If you use Windows, you can setup a Linux virtual machine (VM) with Vagrant.
First, install Vagrant following the installation instructions in the Vagrant Documentation.
Then, create a reasonable new directory you want to share with your Linux VM, e.g., create a folder
Open a command line prompt, and change into that directory.
Here, you create a 64-bit Ubuntu Linux environment with
> vagrant init hashicorp/precise64 > vagrant up
If you decide to use a 32-bit image, you will need to download the 32-bit version of Miniconda in the next step.
The contents of the
vagrant-linux folder will be shared with the virtual machine that is set up by vagrant.
You can log into the virtual machine via
> vagrant ssh
If this command tells you to install an SSH client, you can follow the instructions in this Blogpost. Now, you can follow the steps of our tutorial from within your Linux VM.
Step 1: Installing Miniconda 3¶
First, please open a terminal or make sure you are logged into your Vagrant Linux VM. Assuming that you have a 64-bit system, on Linux, download and install Miniconda 3 with
$ wget https://repo.continuum.io/miniconda/Miniconda3-latest-Linux-x86_64.sh $ bash Miniconda3-latest-Linux-x86_64.sh
On MacOS X, download and install with
$ curl https://repo.continuum.io/miniconda/Miniconda3-latest-MacOSX-x86_64.sh -o Miniconda3-latest-MacOSX-x86_64.sh $ bash Miniconda3-latest-MacOSX-x86_64.sh
For a 32-bit system, URLs and file names are analogous but without the
When you are asked the question
Do you wish the installer to prepend the Miniconda3 install location to PATH ...? [yes|no]
answer with yes.
Along with a minimal Python 3 environment, Miniconda contains the package manager Conda.
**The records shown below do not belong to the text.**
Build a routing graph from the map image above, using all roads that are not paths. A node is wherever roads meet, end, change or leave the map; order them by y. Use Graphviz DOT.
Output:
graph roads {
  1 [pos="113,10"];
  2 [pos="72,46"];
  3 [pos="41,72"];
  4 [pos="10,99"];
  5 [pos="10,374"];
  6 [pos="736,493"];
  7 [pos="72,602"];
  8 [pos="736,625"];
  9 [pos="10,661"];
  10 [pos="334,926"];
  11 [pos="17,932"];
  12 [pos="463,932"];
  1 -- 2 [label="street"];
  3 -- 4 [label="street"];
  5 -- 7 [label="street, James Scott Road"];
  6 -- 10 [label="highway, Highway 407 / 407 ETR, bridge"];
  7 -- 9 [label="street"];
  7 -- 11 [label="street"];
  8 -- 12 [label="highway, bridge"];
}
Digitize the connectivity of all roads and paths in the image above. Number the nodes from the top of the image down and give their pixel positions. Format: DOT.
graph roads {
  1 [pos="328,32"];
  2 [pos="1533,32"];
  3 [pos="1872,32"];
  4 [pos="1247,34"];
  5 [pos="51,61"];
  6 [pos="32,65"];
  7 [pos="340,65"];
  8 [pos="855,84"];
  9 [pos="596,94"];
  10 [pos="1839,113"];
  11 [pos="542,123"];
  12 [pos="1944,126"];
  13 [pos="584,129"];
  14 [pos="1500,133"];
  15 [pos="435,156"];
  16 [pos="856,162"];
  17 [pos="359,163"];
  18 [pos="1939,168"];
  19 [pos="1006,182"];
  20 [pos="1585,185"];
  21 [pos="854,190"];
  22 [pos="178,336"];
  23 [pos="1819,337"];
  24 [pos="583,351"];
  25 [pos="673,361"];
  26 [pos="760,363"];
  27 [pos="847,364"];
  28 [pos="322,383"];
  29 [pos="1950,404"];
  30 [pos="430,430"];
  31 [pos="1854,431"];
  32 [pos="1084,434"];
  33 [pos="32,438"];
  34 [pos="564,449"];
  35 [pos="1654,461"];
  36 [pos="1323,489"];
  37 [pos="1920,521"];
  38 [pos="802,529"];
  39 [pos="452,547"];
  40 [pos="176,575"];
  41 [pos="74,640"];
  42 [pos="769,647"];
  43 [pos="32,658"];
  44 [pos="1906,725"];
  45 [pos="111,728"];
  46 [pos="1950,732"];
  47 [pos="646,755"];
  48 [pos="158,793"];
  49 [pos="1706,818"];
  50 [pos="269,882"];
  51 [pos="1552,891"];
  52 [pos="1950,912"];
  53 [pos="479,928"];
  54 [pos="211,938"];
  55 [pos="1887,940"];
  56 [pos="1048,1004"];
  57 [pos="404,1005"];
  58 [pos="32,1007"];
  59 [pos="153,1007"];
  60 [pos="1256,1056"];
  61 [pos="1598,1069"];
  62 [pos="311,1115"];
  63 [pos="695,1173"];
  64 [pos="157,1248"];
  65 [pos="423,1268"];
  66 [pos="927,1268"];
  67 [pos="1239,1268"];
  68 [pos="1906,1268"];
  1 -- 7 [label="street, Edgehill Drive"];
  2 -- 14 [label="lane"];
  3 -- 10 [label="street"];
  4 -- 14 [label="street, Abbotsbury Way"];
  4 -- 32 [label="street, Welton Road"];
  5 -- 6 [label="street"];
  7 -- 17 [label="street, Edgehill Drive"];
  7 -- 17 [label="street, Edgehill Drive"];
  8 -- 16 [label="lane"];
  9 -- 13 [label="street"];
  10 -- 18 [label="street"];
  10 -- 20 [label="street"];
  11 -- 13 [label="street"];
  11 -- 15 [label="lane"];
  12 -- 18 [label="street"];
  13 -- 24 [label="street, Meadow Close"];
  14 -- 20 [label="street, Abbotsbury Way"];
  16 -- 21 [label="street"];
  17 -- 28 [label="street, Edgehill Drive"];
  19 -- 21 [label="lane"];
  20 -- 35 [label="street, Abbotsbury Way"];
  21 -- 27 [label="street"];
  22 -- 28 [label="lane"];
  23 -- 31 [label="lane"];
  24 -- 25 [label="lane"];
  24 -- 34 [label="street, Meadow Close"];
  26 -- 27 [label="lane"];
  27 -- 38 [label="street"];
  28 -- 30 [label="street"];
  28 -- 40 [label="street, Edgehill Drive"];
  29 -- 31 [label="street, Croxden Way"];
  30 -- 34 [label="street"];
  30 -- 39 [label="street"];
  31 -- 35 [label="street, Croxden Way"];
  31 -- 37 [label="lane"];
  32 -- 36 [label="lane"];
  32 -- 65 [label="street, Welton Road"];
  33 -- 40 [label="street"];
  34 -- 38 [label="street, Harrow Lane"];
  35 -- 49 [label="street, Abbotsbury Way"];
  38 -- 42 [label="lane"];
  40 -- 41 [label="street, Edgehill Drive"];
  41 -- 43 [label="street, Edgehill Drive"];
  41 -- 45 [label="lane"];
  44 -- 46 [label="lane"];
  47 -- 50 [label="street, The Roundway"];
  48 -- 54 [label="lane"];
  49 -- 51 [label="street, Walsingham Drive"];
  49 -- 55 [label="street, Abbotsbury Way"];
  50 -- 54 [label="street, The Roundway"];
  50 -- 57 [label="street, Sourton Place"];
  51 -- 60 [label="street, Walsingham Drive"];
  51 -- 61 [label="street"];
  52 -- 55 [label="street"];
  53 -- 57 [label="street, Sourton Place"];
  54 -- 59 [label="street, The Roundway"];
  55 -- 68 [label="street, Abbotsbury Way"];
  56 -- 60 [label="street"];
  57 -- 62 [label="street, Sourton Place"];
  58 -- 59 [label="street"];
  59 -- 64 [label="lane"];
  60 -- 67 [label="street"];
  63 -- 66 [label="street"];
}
After opening a new terminal, you can use the new
conda command to install software packages and create isolated environments to, e.g., use different versions of the same package.
We will later use Conda to create an isolated environment with all required software for this tutorial.
Step 2: Preparing a working directory¶
First, create a new directory
snakemake-tutorial at a reasonable place and change into that directory in your terminal.
If you use a Vagrant Linux VM from Windows as described above, create that directory under
/vagrant/, so that the contents are shared with your host system (you can then edit all files from within Windows with an editor that supports Unix line breaks).
Then, change to the newly created directory.
In this directory, we will later create an example workflow that illustrates the Snakemake syntax and execution environment.
First, we download some example data on which the workflow shall be executed:
$ wget https://bitbucket.org/snakemake/snakemake-tutorial/get/v3.9.0-1.tar.bz2 $ tar -xf v3.9.0-1.tar.bz2 --strip 1
This will create a folder
data and a file
environment.yaml in the working directory.
Step 3: Creating an environment with the required software¶
environment.yaml file can be used to install all required software into an isolated Conda environment with the name
$ conda env create --name snakemake-tutorial --file environment.yaml
Step 4: Activating the environment¶
To activate the
snakemake-tutorial environment, execute
$ source activate snakemake-tutorial
Now you can use the installed tools. Execute
$ snakemake --help
to test this and get information about the command-line interface of Snakemake. To exit the environment, you can execute
$ source deactivate
but don’t do that now, since we finally want to start working with Snakemake :-).